===== Data in this exercise

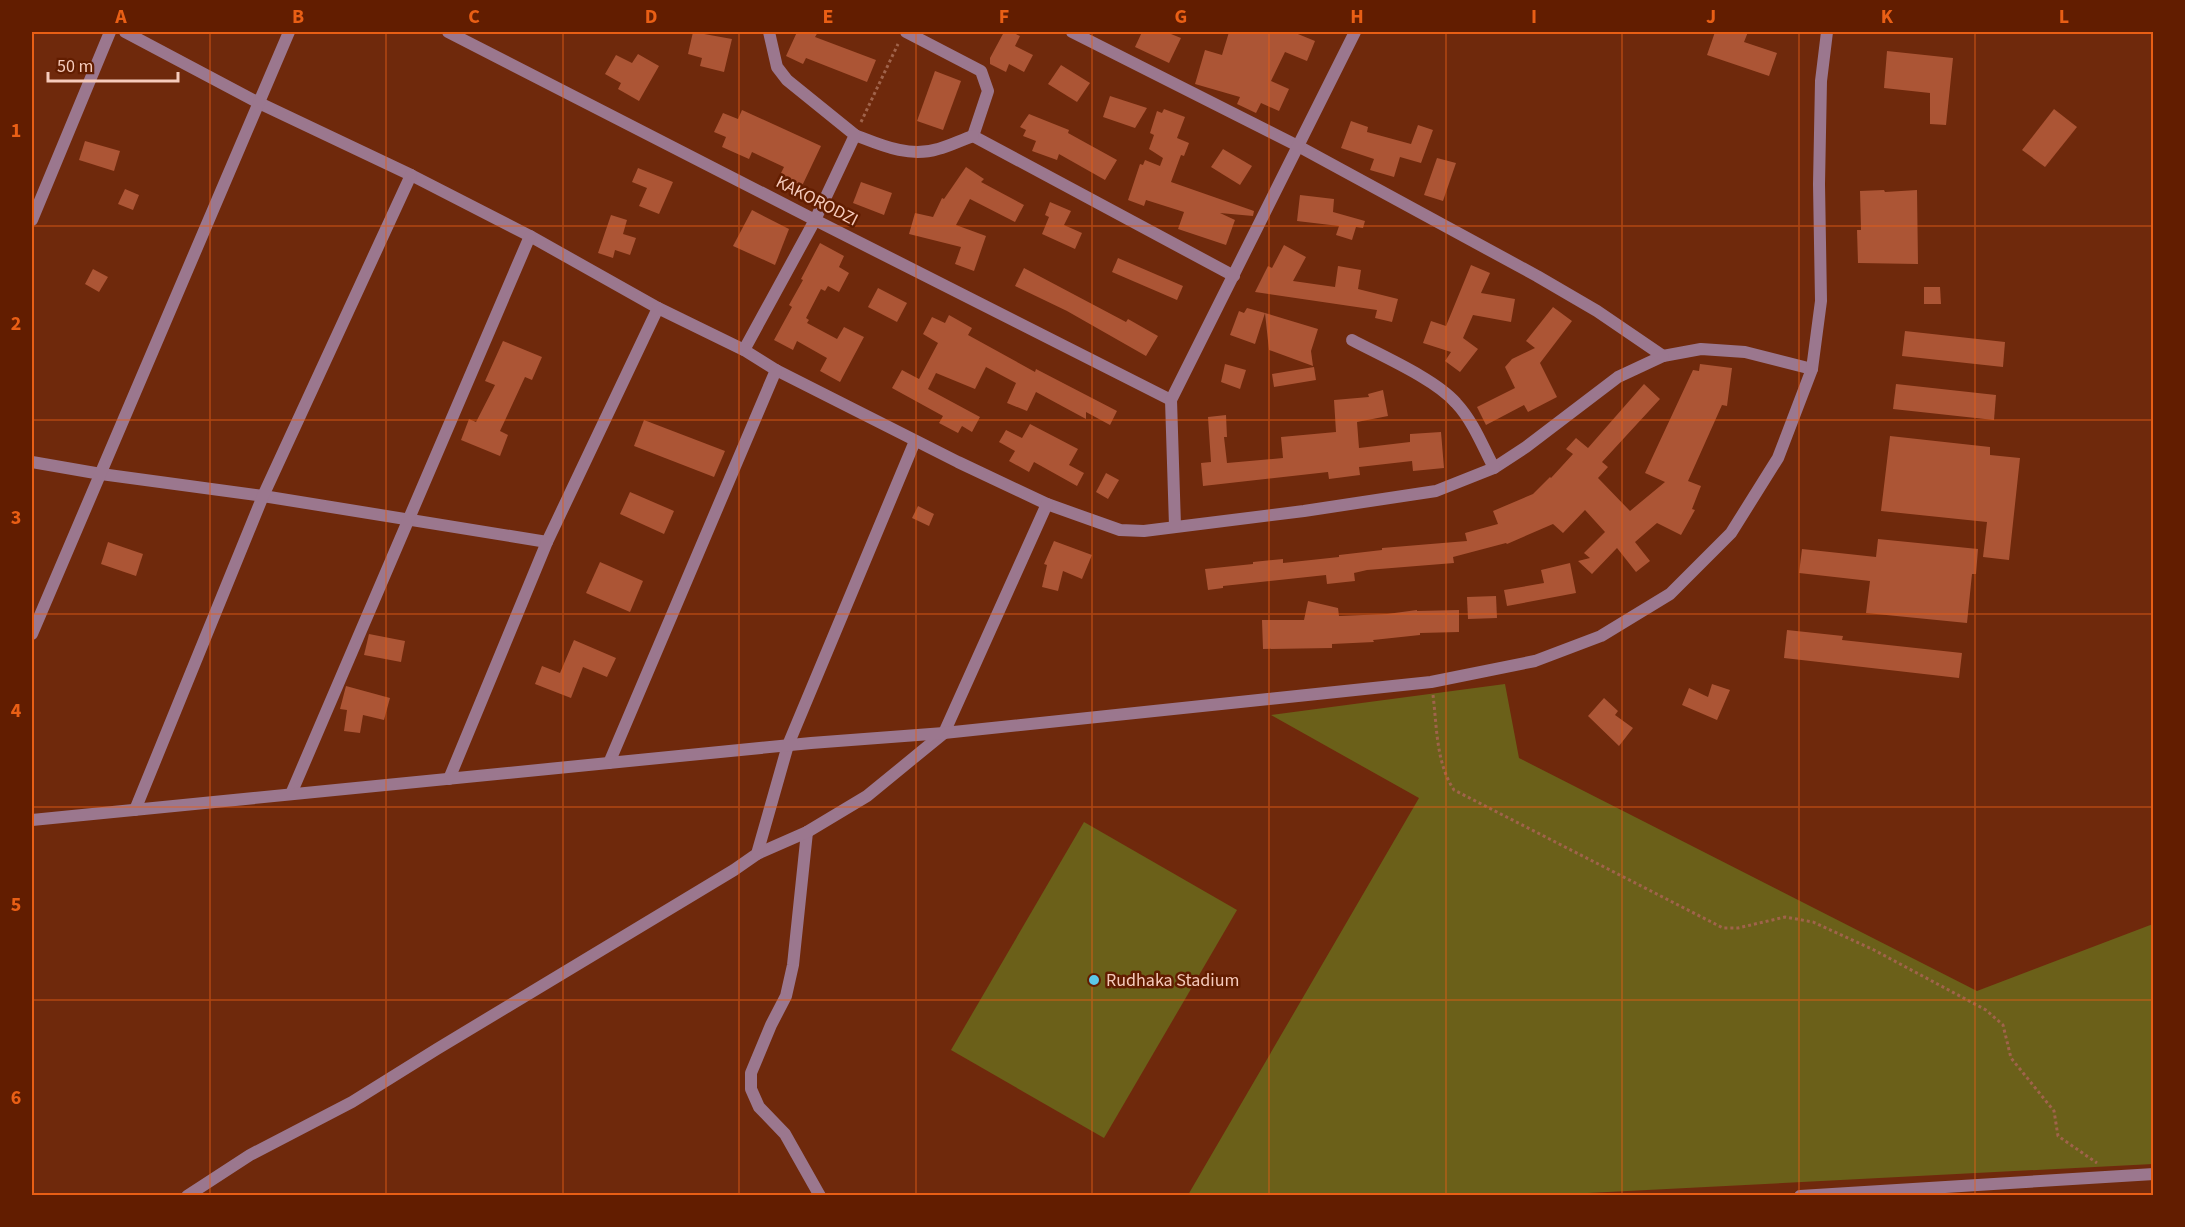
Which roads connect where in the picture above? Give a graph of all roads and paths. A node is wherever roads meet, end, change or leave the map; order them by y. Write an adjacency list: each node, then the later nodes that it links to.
1 (110, 32): 15 (street)
2 (125, 32): 10 (street)
3 (289, 32): 10 (street)
4 (448, 32): 16 (street, KAKORODZI)
5 (769, 32): 11 (street)
6 (1071, 32): 13 (street)
7 (1355, 32): 13 (street)
8 (1827, 32): 23 (street)
9 (902, 37): 11 (path); 12 (street)
10 (257, 102): 14 (street); 29 (street)
11 (855, 135): 12 (street); 16 (street)
12 (973, 136): 18 (street)
13 (1299, 146): 18 (street); 22 (street)
14 (411, 175): 17 (street); 30 (street)
15 (32, 220)
16 (815, 220): 21 (street); 25 (street, KAKORODZI)
17 (530, 236): 19 (street); 32 (street)
18 (1234, 276): 25 (street)
19 (658, 308): 21 (street); 34 (street)
20 (1352, 340): 28 (street)
21 (744, 350): 24 (street)
22 (1663, 356): 23 (street); 28 (street)
23 (1812, 369): 36 (street)
24 (776, 370): 26 (street); 39 (street)
25 (1171, 400): 33 (street)
26 (915, 441): 31 (street); 38 (street)
27 (32, 462): 29 (street)
28 (1494, 468): 33 (street)
29 (101, 474): 30 (street); 35 (street)
30 (263, 496): 32 (street); 42 (street)
31 (1047, 504): 33 (street); 37 (street)
32 (409, 519): 34 (street); 41 (street)
33 (1175, 526)
34 (547, 542): 40 (street)
35 (32, 634)
36 (1431, 682): 37 (street); 47 (path)
37 (944, 733): 38 (street); 44 (street)
38 (788, 746): 39 (street); 45 (street)
39 (609, 763): 40 (street)
40 (448, 778): 41 (street)
41 (291, 794): 42 (street)
42 (135, 810): 43 (street)
43 (32, 820)
44 (807, 832): 45 (street); 49 (street)
45 (757, 854): 48 (street)
46 (2154, 1174): 47 (street)
47 (2115, 1176): 50 (street)
48 (187, 1196)
49 (820, 1196)
50 (1800, 1196)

==========

# [Work to complete]
Print the records above exactly as they stand, but leave out the pictures.

# [Answer to the problem]
Which roads connect where in the picture above? Give a graph of all roads and paths. A node is wherever roads meet, end, change or leave the map; order them by y. Write an adjacency list: each node, then the later nodes that it links to.
1 (110, 32): 15 (street)
2 (125, 32): 10 (street)
3 (289, 32): 10 (street)
4 (448, 32): 16 (street, KAKORODZI)
5 (769, 32): 11 (street)
6 (1071, 32): 13 (street)
7 (1355, 32): 13 (street)
8 (1827, 32): 23 (street)
9 (902, 37): 11 (path); 12 (street)
10 (257, 102): 14 (street); 29 (street)
11 (855, 135): 12 (street); 16 (street)
12 (973, 136): 18 (street)
13 (1299, 146): 18 (street); 22 (street)
14 (411, 175): 17 (street); 30 (street)
15 (32, 220)
16 (815, 220): 21 (street); 25 (street, KAKORODZI)
17 (530, 236): 19 (street); 32 (street)
18 (1234, 276): 25 (street)
19 (658, 308): 21 (street); 34 (street)
20 (1352, 340): 28 (street)
21 (744, 350): 24 (street)
22 (1663, 356): 23 (street); 28 (street)
23 (1812, 369): 36 (street)
24 (776, 370): 26 (street); 39 (street)
25 (1171, 400): 33 (street)
26 (915, 441): 31 (street); 38 (street)
27 (32, 462): 29 (street)
28 (1494, 468): 33 (street)
29 (101, 474): 30 (street); 35 (street)
30 (263, 496): 32 (street); 42 (street)
31 (1047, 504): 33 (street); 37 (street)
32 (409, 519): 34 (street); 41 (street)
33 (1175, 526)
34 (547, 542): 40 (street)
35 (32, 634)
36 (1431, 682): 37 (street); 47 (path)
37 (944, 733): 38 (street); 44 (street)
38 (788, 746): 39 (street); 45 (street)
39 (609, 763): 40 (street)
40 (448, 778): 41 (street)
41 (291, 794): 42 (street)
42 (135, 810): 43 (street)
43 (32, 820)
44 (807, 832): 45 (street); 49 (street)
45 (757, 854): 48 (street)
46 (2154, 1174): 47 (street)
47 (2115, 1176): 50 (street)
48 (187, 1196)
49 (820, 1196)
50 (1800, 1196)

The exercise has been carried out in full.